(Beginning of SOURCE MATERIAL)

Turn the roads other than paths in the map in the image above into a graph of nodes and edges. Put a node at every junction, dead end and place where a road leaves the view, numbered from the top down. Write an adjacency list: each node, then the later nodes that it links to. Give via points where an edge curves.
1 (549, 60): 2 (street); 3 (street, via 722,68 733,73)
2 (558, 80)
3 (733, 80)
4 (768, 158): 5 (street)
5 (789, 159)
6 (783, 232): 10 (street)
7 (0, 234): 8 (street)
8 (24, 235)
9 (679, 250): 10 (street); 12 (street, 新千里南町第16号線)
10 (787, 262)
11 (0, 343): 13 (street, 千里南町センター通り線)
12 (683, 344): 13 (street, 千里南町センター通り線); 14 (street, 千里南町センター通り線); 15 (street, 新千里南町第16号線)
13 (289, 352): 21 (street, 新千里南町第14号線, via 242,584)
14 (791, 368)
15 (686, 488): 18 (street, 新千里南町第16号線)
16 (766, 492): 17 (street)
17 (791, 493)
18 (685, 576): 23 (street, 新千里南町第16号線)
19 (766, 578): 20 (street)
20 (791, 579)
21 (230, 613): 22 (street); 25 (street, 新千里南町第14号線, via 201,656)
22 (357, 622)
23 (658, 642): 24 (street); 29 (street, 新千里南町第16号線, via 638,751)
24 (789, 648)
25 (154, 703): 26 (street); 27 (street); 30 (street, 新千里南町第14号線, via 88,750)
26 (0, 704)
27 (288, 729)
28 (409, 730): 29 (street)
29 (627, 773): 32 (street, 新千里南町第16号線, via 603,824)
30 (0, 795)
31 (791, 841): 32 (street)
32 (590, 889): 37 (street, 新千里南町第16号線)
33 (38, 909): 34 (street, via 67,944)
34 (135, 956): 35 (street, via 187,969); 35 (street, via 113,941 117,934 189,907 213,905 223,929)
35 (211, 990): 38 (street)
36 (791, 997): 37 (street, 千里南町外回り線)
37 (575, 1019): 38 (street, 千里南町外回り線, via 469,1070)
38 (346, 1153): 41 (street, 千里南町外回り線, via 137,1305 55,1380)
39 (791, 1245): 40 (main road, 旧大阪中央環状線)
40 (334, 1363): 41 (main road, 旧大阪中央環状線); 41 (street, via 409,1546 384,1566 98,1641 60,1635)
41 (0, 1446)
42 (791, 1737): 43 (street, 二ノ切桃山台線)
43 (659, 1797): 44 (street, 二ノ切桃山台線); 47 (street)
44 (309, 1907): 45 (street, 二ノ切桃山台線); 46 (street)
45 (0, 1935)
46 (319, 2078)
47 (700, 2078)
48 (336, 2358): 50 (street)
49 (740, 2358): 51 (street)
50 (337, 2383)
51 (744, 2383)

(End of SOURCE MATERIAL)
(Beginning of SOURCE MATERIAL)

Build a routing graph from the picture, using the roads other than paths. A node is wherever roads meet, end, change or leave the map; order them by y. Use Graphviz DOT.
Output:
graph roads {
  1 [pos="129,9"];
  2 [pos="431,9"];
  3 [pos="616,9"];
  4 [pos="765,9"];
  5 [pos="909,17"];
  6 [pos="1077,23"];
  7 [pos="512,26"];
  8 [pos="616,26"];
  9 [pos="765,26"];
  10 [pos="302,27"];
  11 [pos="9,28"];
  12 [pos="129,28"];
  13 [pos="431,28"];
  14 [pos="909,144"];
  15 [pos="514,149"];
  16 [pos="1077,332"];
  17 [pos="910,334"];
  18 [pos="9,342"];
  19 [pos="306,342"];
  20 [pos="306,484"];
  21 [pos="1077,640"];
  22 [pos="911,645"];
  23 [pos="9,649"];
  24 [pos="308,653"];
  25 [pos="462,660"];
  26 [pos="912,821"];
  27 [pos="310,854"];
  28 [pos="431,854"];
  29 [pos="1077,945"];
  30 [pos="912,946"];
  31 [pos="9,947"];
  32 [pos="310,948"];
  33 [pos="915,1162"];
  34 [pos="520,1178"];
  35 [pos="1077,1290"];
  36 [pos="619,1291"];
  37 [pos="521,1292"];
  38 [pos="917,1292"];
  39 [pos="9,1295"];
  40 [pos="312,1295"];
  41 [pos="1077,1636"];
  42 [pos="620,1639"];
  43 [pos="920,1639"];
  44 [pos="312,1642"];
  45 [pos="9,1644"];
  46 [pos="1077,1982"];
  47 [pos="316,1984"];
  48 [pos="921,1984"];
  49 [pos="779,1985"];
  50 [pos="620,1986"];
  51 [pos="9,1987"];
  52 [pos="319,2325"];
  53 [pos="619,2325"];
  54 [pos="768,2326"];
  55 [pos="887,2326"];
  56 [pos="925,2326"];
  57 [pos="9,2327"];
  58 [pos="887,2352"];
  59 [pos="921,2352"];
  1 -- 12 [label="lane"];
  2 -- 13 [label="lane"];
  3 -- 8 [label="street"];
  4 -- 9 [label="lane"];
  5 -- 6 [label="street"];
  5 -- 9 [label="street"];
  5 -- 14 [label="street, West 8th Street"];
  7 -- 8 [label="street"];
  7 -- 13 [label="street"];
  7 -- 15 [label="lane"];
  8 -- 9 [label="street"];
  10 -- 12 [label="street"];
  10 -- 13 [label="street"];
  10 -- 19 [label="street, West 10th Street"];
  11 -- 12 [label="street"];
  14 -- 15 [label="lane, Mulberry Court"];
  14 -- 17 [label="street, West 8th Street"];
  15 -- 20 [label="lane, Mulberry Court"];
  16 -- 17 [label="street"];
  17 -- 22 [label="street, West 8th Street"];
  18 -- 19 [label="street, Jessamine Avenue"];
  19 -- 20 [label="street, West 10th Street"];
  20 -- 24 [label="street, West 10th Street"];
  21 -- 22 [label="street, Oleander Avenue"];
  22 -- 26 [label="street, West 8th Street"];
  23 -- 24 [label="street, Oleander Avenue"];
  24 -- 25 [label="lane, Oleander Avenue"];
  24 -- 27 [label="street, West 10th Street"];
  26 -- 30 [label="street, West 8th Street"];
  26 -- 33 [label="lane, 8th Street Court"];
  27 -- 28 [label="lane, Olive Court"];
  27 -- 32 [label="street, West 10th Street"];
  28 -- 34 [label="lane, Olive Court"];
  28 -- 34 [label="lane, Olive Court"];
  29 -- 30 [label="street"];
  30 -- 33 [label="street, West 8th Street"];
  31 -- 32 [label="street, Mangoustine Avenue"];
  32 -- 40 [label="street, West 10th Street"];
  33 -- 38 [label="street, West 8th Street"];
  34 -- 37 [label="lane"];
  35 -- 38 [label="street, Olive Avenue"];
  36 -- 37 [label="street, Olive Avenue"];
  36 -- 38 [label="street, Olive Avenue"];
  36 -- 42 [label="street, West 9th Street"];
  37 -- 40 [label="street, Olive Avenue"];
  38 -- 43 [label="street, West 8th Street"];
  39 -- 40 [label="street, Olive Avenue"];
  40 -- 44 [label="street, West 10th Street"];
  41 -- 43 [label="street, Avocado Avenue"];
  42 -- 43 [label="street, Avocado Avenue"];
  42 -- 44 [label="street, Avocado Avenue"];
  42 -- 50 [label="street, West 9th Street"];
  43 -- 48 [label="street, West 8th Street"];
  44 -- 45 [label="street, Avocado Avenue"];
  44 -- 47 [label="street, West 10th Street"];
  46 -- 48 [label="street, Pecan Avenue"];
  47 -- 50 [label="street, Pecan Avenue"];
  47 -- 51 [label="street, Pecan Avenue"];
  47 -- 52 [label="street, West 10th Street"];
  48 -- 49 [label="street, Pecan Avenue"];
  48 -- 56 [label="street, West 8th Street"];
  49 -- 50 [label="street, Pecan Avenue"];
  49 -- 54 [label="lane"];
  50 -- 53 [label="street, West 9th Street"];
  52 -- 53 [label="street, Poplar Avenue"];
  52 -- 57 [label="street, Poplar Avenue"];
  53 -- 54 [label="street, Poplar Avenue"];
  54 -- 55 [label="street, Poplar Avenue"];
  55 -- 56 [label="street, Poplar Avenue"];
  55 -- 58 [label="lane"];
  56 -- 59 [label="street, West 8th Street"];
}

(End of SOURCE MATERIAL)

# TRY IT
Each line in the records above with "Poplar" must be returned.

# RESPONSE FOR THIS EXERCISE
  52 -- 53 [label="street, Poplar Avenue"];
  52 -- 57 [label="street, Poplar Avenue"];
  53 -- 54 [label="street, Poplar Avenue"];
  54 -- 55 [label="street, Poplar Avenue"];
  55 -- 56 [label="street, Poplar Avenue"];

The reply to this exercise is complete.